Named joint coordinates:
BEGIN

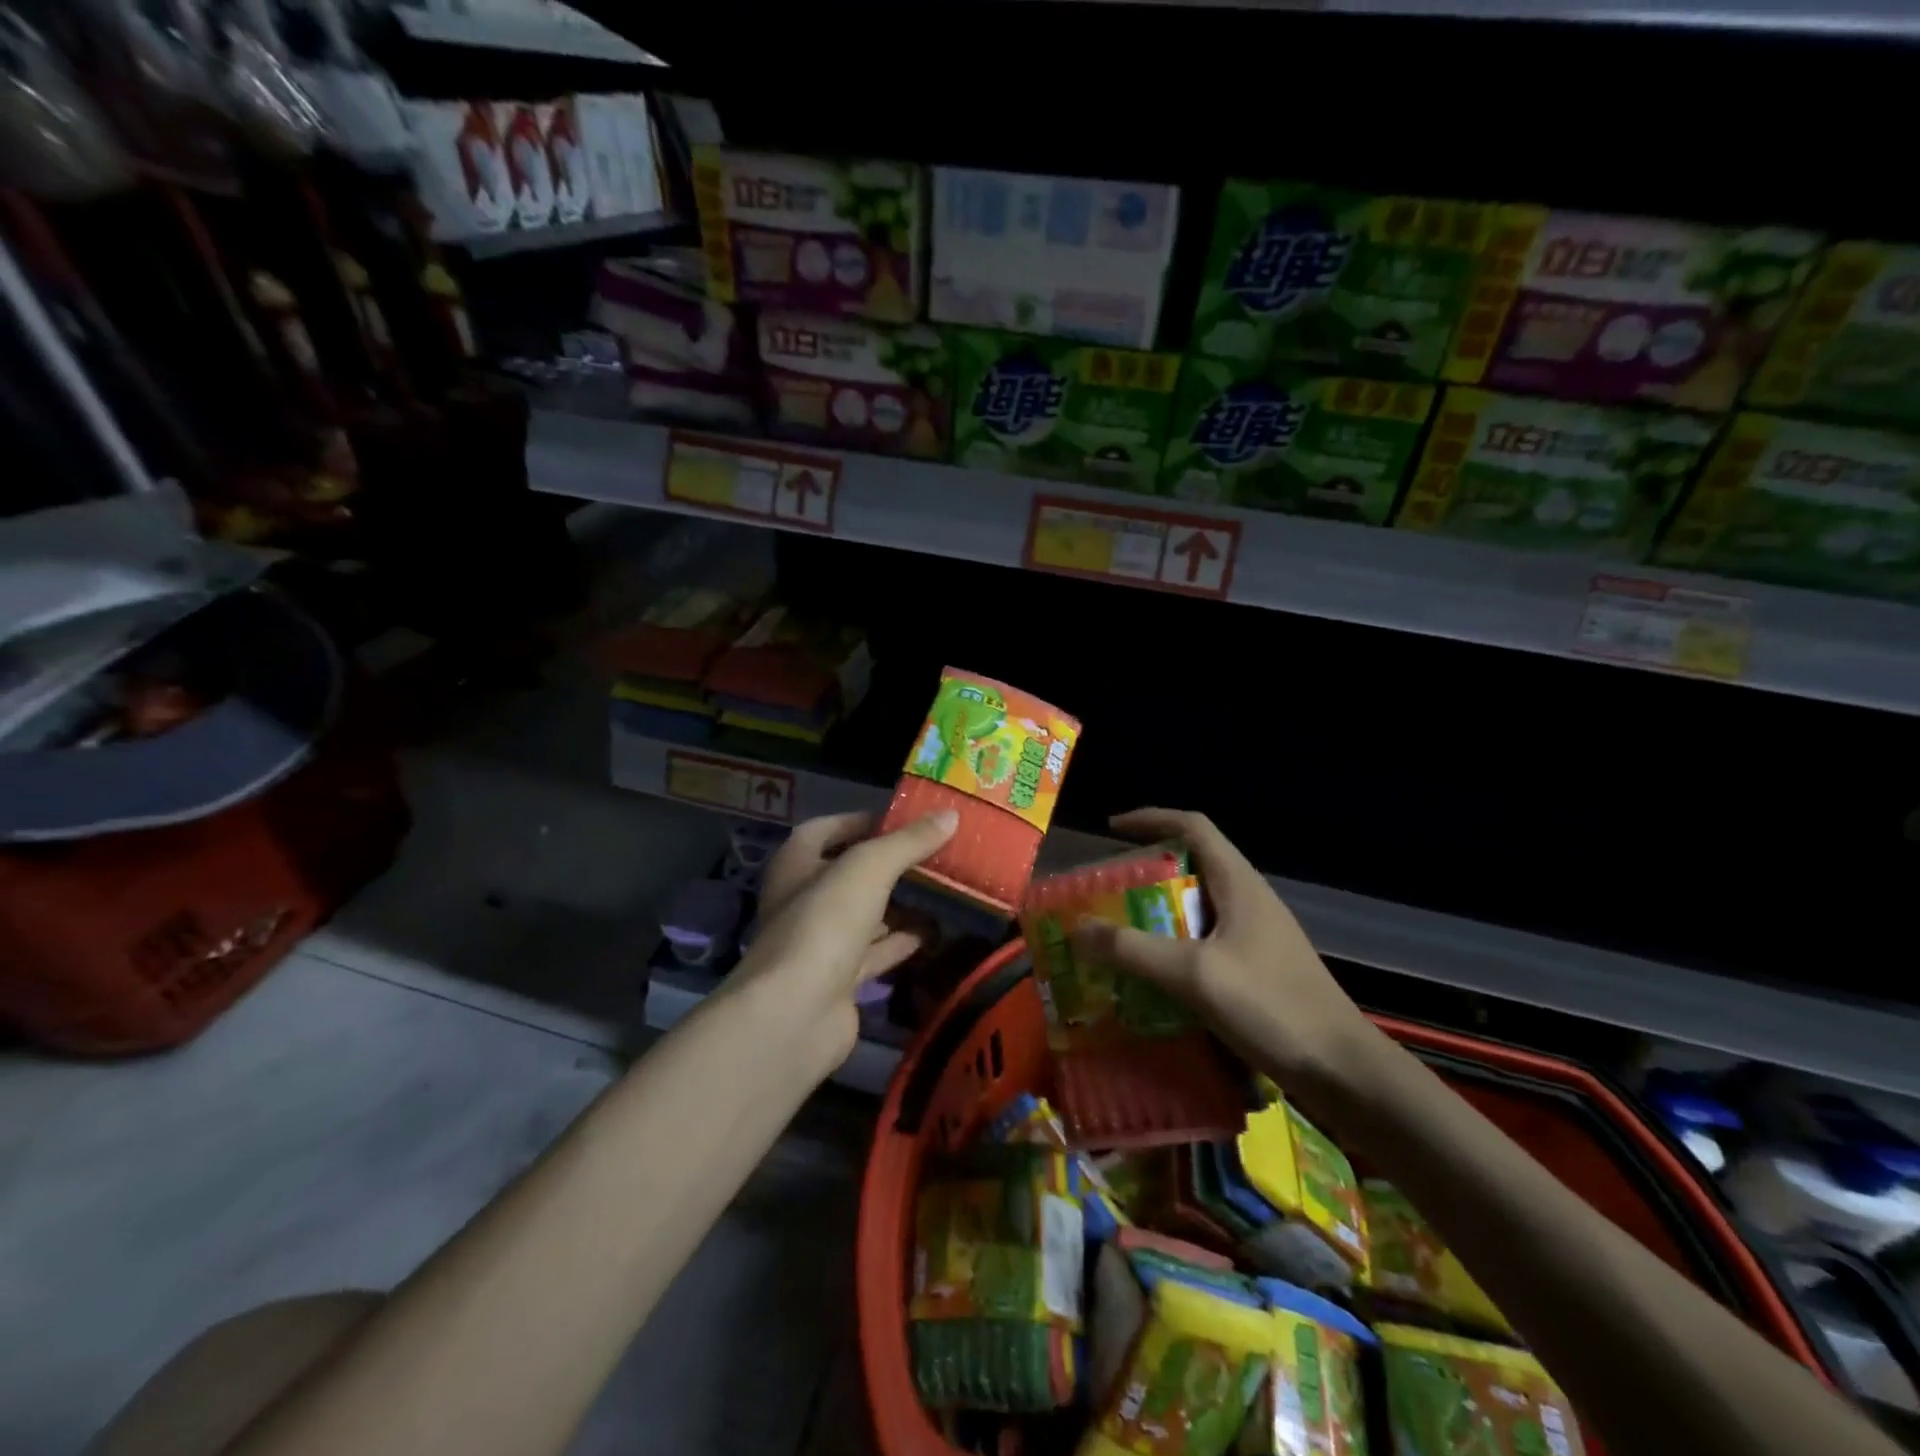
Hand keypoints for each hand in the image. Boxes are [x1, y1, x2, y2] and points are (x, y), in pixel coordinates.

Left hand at [724, 809, 956, 1074]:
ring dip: (900, 905)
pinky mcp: (839, 981)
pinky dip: (902, 942)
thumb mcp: (869, 868)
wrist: (797, 1013)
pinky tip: (936, 934)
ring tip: (944, 890)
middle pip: (849, 874)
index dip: (860, 821)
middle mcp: (803, 901)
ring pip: (865, 915)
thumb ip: (908, 842)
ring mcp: (820, 944)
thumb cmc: (825, 922)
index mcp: (796, 865)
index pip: (825, 831)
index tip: (902, 820)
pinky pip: (876, 953)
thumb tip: (950, 815)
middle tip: (934, 856)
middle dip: (889, 866)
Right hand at [1069, 809, 1380, 1088]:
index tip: (1111, 830)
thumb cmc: (1272, 1007)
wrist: (1344, 1071)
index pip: (1193, 826)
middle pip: (1192, 866)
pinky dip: (1175, 948)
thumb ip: (1134, 950)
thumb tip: (1077, 928)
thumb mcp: (1195, 975)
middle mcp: (1249, 900)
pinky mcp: (1259, 969)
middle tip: (1106, 895)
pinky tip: (1155, 979)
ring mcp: (1257, 936)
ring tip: (1120, 935)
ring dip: (1158, 915)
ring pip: (1198, 908)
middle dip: (1146, 874)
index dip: (1151, 819)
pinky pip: (1207, 942)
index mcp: (1239, 884)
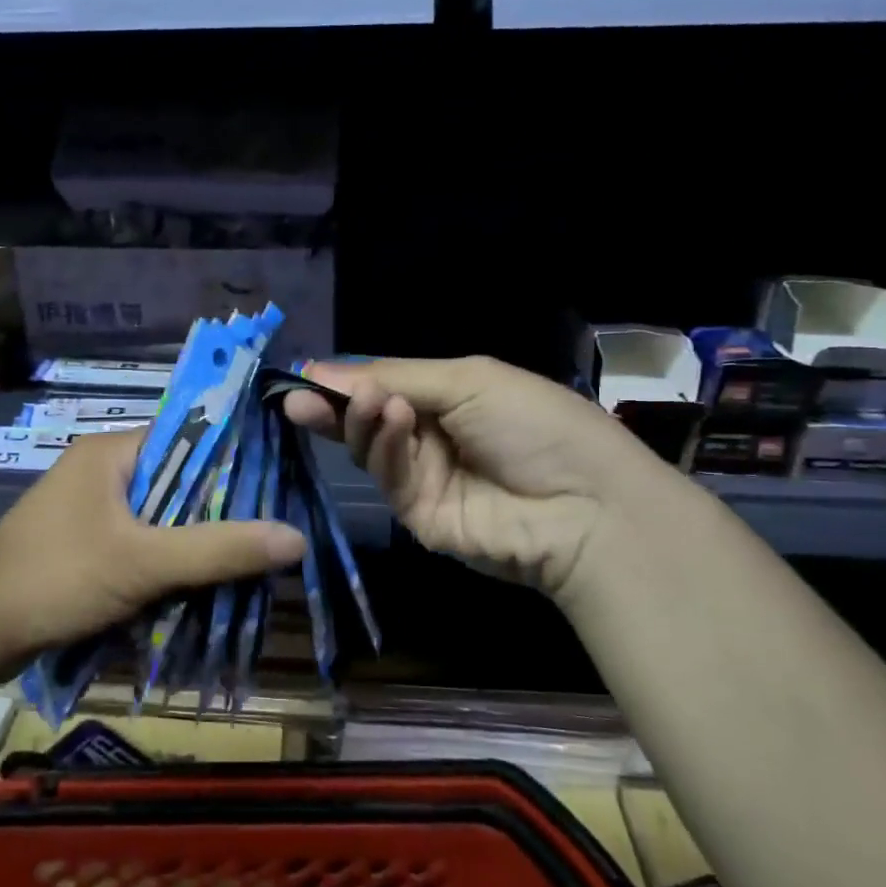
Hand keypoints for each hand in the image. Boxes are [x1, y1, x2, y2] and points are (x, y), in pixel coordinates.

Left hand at [0, 427, 305, 667]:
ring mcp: (90, 509)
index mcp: (111, 452)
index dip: (233, 456)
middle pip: (178, 479)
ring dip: (194, 538)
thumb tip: (295, 537)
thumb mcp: (143, 563)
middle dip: (219, 507)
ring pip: (161, 515)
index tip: (278, 480)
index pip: (188, 435)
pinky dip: (168, 559)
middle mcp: (101, 470)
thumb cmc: (56, 578)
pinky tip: (199, 581)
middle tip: (270, 527)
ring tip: (246, 556)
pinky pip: (141, 541)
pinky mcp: (85, 543)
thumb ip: (218, 550)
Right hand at [283, 355, 661, 601]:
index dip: (345, 382)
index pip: (384, 387)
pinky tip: (396, 421)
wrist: (585, 504)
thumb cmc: (535, 423)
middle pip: (367, 420)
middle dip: (336, 406)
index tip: (303, 375)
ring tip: (372, 401)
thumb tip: (318, 370)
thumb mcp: (468, 380)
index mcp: (449, 398)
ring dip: (365, 421)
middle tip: (300, 397)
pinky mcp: (419, 516)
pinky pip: (390, 478)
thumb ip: (394, 376)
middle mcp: (432, 437)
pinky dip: (387, 449)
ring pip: (372, 449)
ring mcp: (425, 479)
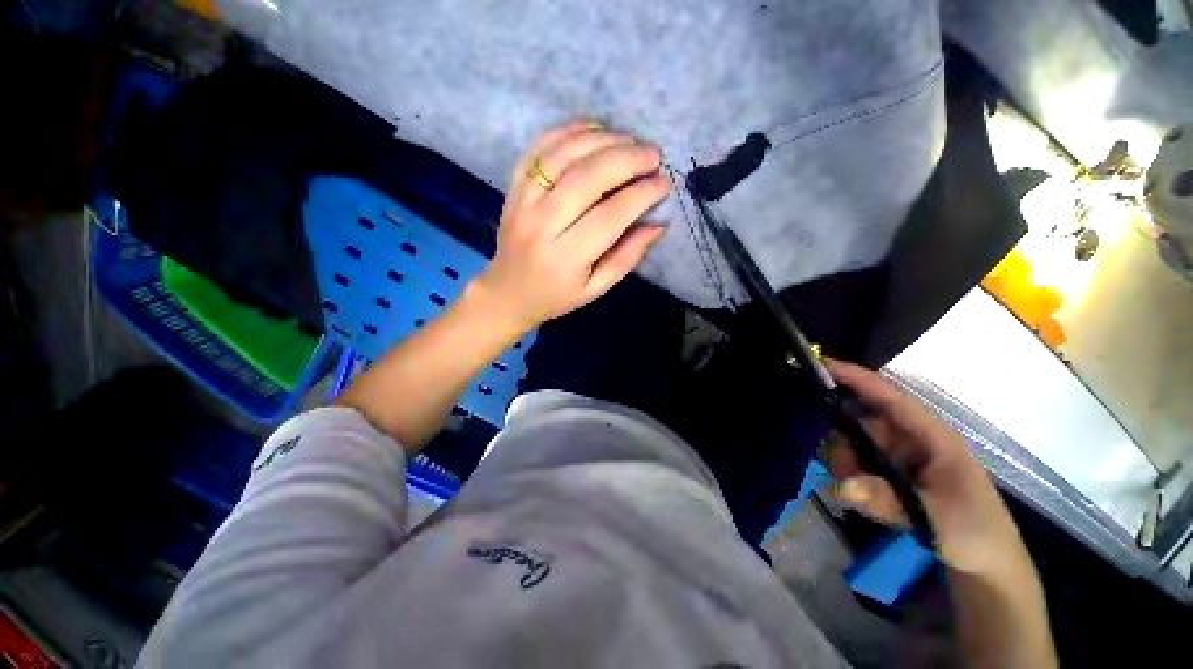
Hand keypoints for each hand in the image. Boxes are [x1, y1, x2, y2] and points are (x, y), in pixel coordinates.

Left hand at [471, 121, 669, 332]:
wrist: (507, 292)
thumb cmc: (556, 296)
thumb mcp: (596, 288)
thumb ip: (627, 256)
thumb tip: (658, 224)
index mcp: (566, 257)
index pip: (610, 215)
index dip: (641, 195)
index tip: (664, 183)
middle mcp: (542, 225)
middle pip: (587, 178)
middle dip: (626, 159)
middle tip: (652, 155)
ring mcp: (523, 201)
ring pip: (563, 155)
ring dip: (601, 139)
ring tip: (629, 140)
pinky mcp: (513, 188)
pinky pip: (539, 149)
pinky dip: (567, 131)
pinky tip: (593, 129)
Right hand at [825, 359, 1024, 575]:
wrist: (988, 564)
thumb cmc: (974, 531)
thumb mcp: (935, 517)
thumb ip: (888, 499)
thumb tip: (843, 485)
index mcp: (931, 436)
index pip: (889, 398)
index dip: (857, 378)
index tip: (821, 365)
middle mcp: (910, 440)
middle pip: (861, 421)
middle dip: (839, 437)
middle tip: (834, 464)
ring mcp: (898, 457)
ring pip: (854, 444)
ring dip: (844, 464)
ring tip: (849, 492)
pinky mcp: (890, 474)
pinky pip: (857, 465)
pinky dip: (848, 478)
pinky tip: (855, 497)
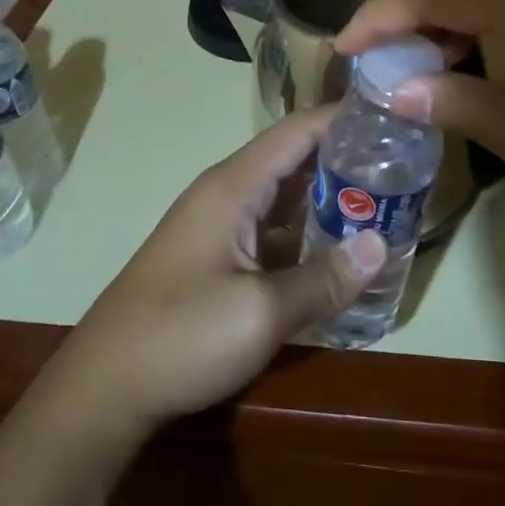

END

What you have to do - When you set down the records above, copy every line exactly and exclude the pictures.

Task result -
Hand keypoints for each hand in the image. Boxes are [x1, y1, x2, y2] and points are (x, y), in pixel coordinates.

Left hand at [724, 809, 956, 1074]:
ring dip: (900, 905)
pinky mcp: (839, 981)
pinky dip: (902, 942)
thumb mcp: (869, 868)
wrist: (797, 1013)
pinky tip: (936, 934)
ring tip: (944, 890)
middle pip: (849, 874)
index dip: (860, 821)
middle mcp: (803, 901)
ring pip: (865, 915)
thumb ip: (908, 842)
ring mcp: (820, 944)
thumb cmc: (825, 922)
index mcp: (796, 865)
index pip: (825, 831)
index tip: (902, 820)
pinky pip: (876, 953)
thumb tip: (950, 815)
middle tip: (934, 856)
middle dip: (889, 866)
Right hand at [1069, 809, 1380, 1088]:
index tip: (1111, 830)
thumb cmc: (1272, 1007)
wrist: (1344, 1071)
index pip: (1193, 826)
middle pip: (1192, 866)
pinky dip: (1175, 948)
thumb ip: (1134, 950)
thumb tip: (1077, 928)
thumb mcp: (1195, 975)
middle mcp: (1249, 900)
pinky mcp: (1259, 969)
middle tip: (1106, 895)
pinky tip: (1155, 979)
ring mcp: (1257, 936)
ring tip: (1120, 935)
ring dip: (1158, 915)
ring pip: (1198, 908)
middle dip: (1146, 874)
index dip: (1151, 819)
pinky pip: (1207, 942)
index mcp: (1239, 884)
Hand keypoints for each hand in the image. Boxes are [x1, y1, x2, y2] and points are (x, y), in pixel coordinates.

Left hand at [0, 427, 305, 667]:
ring mcp: (90, 509)
index mcp: (111, 452)
index dip: (233, 456)
middle pip: (178, 479)
ring dip: (194, 538)
thumb tip: (295, 537)
thumb mcp: (143, 563)
middle dip: (219, 507)
ring pip: (161, 515)
index tip: (278, 480)
index pip: (188, 435)
pinky dip: (168, 559)
middle mcp: (101, 470)
thumb cmc: (56, 578)
pinky tip: (199, 581)
middle tip: (270, 527)
ring tip: (246, 556)
pinky pip: (141, 541)
pinky mcp: (85, 543)
thumb ip: (218, 550)
Right hand at [283, 355, 661, 601]:
index dip: (345, 382)
index pip: (384, 387)
pinky tip: (396, 421)
wrist: (585, 504)
thumb cmc: (535, 423)
middle pip: (367, 420)
middle dip: (336, 406)
index tip: (303, 375)
ring tip: (372, 401)
thumb tip: (318, 370)
thumb mcp: (468, 380)
index mcp: (449, 398)
ring dip: (365, 421)
middle tip: (300, 397)
pinky mcp: (419, 516)
pinky pip: (390, 478)
thumb ip: (394, 376)
middle mcp: (432, 437)
pinky dip: (387, 449)
ring pip: (372, 449)
ring mcp: (425, 479)
Hand keypoints for each hand in the image. Boxes are [x1, y1, x2, y2] and points are (x, y), in pixel coordinates.

Left hand at [471, 121, 669, 332]:
wrist: (507, 292)
thumb cmc: (556, 296)
thumb mcp: (596, 288)
thumb ip: (627, 256)
thumb tip: (658, 224)
index mcp: (566, 257)
index pip: (610, 215)
index dip: (641, 195)
index tip: (664, 183)
middle mcp: (542, 225)
middle pip: (587, 178)
middle dip: (626, 159)
middle tip: (652, 155)
ring mcp: (523, 201)
ring pip: (563, 155)
ring dip: (601, 139)
ring tip: (629, 140)
pinky mcp: (513, 188)
pinky pip: (539, 149)
pinky dip: (567, 131)
pinky tip: (593, 129)
Right hand at [825, 359, 1024, 575]:
wrist: (988, 564)
thumb cmc: (974, 531)
thumb mcp: (935, 517)
thumb ip: (888, 499)
thumb tip: (843, 485)
index mcp: (931, 436)
index pip: (889, 398)
index dip: (857, 378)
index tip: (821, 365)
middle mcp: (910, 440)
middle pip: (861, 421)
middle dip: (839, 437)
middle tip: (834, 464)
ring mcp: (898, 457)
ring pip: (854, 444)
ring dip: (844, 464)
ring tip: (849, 492)
pinky mcp: (890, 474)
pinky pip: (857, 465)
pinky dip: (848, 478)
pinky tip: (855, 497)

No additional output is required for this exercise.